## Task goal
All entries shown below must be given again word for word.

[Stored data entries]
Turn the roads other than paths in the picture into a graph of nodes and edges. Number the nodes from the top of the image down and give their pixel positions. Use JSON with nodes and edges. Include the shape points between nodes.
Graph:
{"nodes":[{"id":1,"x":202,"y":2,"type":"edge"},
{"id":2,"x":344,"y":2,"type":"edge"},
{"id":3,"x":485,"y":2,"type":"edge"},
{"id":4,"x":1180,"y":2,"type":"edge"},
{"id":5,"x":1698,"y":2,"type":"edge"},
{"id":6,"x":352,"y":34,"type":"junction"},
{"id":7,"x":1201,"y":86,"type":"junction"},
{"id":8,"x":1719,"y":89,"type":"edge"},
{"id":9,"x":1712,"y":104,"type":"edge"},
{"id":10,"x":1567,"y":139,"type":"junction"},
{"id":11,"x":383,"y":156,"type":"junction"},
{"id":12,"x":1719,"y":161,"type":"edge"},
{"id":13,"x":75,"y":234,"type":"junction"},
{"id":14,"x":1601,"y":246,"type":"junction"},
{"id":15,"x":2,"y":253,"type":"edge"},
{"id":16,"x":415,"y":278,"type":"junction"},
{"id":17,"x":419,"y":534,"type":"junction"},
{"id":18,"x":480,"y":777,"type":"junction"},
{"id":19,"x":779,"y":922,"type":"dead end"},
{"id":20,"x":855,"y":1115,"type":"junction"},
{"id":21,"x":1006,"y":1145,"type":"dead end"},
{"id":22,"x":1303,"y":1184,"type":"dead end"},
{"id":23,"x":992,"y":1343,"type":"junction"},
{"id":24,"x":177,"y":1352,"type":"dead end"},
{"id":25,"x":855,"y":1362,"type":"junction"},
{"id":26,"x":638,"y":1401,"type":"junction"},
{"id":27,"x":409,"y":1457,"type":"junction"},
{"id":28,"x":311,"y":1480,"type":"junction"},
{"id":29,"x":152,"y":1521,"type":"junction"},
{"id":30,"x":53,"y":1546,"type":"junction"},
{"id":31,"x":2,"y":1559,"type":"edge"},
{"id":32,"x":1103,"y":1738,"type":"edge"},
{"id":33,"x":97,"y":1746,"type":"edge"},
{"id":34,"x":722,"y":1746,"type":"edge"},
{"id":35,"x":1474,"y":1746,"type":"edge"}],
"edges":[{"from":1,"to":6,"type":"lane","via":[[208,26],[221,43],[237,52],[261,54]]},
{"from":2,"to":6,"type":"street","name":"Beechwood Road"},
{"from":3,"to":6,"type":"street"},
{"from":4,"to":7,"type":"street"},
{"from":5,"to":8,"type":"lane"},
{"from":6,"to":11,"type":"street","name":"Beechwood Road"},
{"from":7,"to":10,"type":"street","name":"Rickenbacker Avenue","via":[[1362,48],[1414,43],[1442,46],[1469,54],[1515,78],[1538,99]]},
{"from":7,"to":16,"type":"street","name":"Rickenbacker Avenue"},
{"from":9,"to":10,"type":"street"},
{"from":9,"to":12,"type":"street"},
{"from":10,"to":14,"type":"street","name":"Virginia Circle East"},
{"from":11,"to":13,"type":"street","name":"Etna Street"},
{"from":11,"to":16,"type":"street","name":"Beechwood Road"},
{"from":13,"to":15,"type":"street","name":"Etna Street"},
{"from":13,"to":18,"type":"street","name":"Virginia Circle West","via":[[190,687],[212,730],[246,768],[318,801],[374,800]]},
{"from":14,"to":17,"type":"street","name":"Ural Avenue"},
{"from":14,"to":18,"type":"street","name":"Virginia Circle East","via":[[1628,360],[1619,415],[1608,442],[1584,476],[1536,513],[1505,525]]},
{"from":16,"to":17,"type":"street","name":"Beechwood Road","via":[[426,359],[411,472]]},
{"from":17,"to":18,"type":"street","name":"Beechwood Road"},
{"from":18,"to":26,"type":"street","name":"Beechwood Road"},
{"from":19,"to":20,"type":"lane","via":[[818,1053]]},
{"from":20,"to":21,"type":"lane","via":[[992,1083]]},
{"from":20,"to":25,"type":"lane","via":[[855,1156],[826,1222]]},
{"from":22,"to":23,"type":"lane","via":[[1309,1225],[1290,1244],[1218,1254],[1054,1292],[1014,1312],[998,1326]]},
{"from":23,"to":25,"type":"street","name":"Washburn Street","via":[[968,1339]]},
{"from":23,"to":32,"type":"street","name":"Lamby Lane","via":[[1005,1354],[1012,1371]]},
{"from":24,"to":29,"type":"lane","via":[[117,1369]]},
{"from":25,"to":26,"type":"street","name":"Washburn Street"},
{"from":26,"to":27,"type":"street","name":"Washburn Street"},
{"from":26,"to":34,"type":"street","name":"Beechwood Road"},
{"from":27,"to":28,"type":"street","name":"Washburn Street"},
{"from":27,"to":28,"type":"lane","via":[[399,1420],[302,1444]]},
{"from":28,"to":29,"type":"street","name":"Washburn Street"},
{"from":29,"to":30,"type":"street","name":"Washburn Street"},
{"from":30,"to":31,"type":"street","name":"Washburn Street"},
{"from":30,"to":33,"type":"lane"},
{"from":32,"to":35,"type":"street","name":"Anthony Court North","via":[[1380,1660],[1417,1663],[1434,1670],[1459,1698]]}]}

## Solution to the exercise
Turn the roads other than paths in the picture into a graph of nodes and edges. Number the nodes from the top of the image down and give their pixel positions. Use JSON with nodes and edges. Include the shape points between nodes.
Graph:
{"nodes":[{"id":1,"x":202,"y":2,"type":"edge"},
{"id":2,"x":344,"y":2,"type":"edge"},
{"id":3,"x":485,"y":2,"type":"edge"},
{"id":4,"x":1180,"y":2,"type":"edge"},
{"id":5,"x":1698,"y":2,"type":"edge"},
{"id":6,"x":352,"y":34,"type":"junction"},
{"id":7,"x":1201,"y":86,"type":"junction"},
{"id":8,"x":1719,"y":89,"type":"edge"},
{"id":9,"x":1712,"y":104,"type":"edge"},
{"id":10,"x":1567,"y":139,"type":"junction"},
{"id":11,"x":383,"y":156,"type":"junction"},
{"id":12,"x":1719,"y":161,"type":"edge"},
{"id":13,"x":75,"y":234,"type":"junction"},
{"id":14,"x":1601,"y":246,"type":"junction"},
{"id":15,"x":2,"y":253,"type":"edge"},
{"id":16,"x":415,"y":278,"type":"junction"},
{"id":17,"x":419,"y":534,"type":"junction"},
{"id":18,"x":480,"y":777,"type":"junction"},
{"id":19,"x":779,"y":922,"type":"dead end"},
{"id":20,"x":855,"y":1115,"type":"junction"},
{"id":21,"x":1006,"y":1145,"type":"dead end"},
{"id":22,"x":1303,"y":1184,"type":"dead end"},
{"id":23,"x":992,"y":1343,"type":"junction"},
{"id":24,"x":177,"y":1352,"type":"dead end"},
{"id":25,"x":855,"y":1362,"type":"junction"},
{"id":26,"x":638,"y":1401,"type":"junction"},
{"id":27,"x":409,"y":1457,"type":"junction"},
{"id":28,"x":311,"y":1480,"type":"junction"},
{"id":29,"x":152,"y":1521,"type":"junction"},
{"id":30,"x":53,"y":1546,"type":"junction"},
{"id":31,"x":2,"y":1559,"type":"edge"},
{"id":32,"x":1103,"y":1738,"type":"edge"},
{"id":33,"x":97,"y":1746,"type":"edge"},
{"id":34,"x":722,"y":1746,"type":"edge"},
{"id":35,"x":1474,"y":1746,"type":"edge"}],
"edges":[{"from":1,"to":6,"type":"lane","via":[[208,26],[221,43],[237,52],[261,54]]},
{"from":2,"to":6,"type":"street","name":"Beechwood Road"},
{"from":3,"to":6,"type":"street"},
{"from":4,"to":7,"type":"street"},
{"from":5,"to":8,"type":"lane"},
{"from":6,"to":11,"type":"street","name":"Beechwood Road"},
{"from":7,"to":10,"type":"street","name":"Rickenbacker Avenue","via":[[1362,48],[1414,43],[1442,46],[1469,54],[1515,78],[1538,99]]},
{"from":7,"to":16,"type":"street","name":"Rickenbacker Avenue"},
{"from":9,"to":10,"type":"street"},
{"from":9,"to":12,"type":"street"},
{"from":10,"to":14,"type":"street","name":"Virginia Circle East"},
{"from":11,"to":13,"type":"street","name":"Etna Street"},
{"from":11,"to":16,"type":"street","name":"Beechwood Road"},
{"from":13,"to":15,"type":"street","name":"Etna Street"},
{"from":13,"to":18,"type":"street","name":"Virginia Circle West","via":[[190,687],[212,730],[246,768],[318,801],[374,800]]},
{"from":14,"to":17,"type":"street","name":"Ural Avenue"},
{"from":14,"to":18,"type":"street","name":"Virginia Circle East","via":[[1628,360],[1619,415],[1608,442],[1584,476],[1536,513],[1505,525]]},
{"from":16,"to":17,"type":"street","name":"Beechwood Road","via":[[426,359],[411,472]]},
{"from":17,"to":18,"type":"street","name":"Beechwood Road"},
{"from":18,"to":26,"type":"street","name":"Beechwood Road"},
{"from":19,"to":20,"type":"lane","via":[[818,1053]]},
{"from":20,"to":21,"type":"lane","via":[[992,1083]]},
{"from":20,"to":25,"type":"lane","via":[[855,1156],[826,1222]]},
{"from":22,"to":23,"type":"lane","via":[[1309,1225],[1290,1244],[1218,1254],[1054,1292],[1014,1312],[998,1326]]},
{"from":23,"to":25,"type":"street","name":"Washburn Street","via":[[968,1339]]},
{"from":23,"to":32,"type":"street","name":"Lamby Lane","via":[[1005,1354],[1012,1371]]},
{"from":24,"to":29,"type":"lane","via":[[117,1369]]},
{"from":25,"to":26,"type":"street","name":"Washburn Street"},
{"from":26,"to":27,"type":"street","name":"Washburn Street"},
{"from":26,"to":34,"type":"street","name":"Beechwood Road"},
{"from":27,"to":28,"type":"street","name":"Washburn Street"},
{"from":27,"to":28,"type":"lane","via":[[399,1420],[302,1444]]},
{"from":28,"to":29,"type":"street","name":"Washburn Street"},
{"from":29,"to":30,"type":"street","name":"Washburn Street"},
{"from":30,"to":31,"type":"street","name":"Washburn Street"},
{"from":30,"to":33,"type":"lane"},
{"from":32,"to":35,"type":"street","name":"Anthony Court North","via":[[1380,1660],[1417,1663],[1434,1670],[1459,1698]]}]}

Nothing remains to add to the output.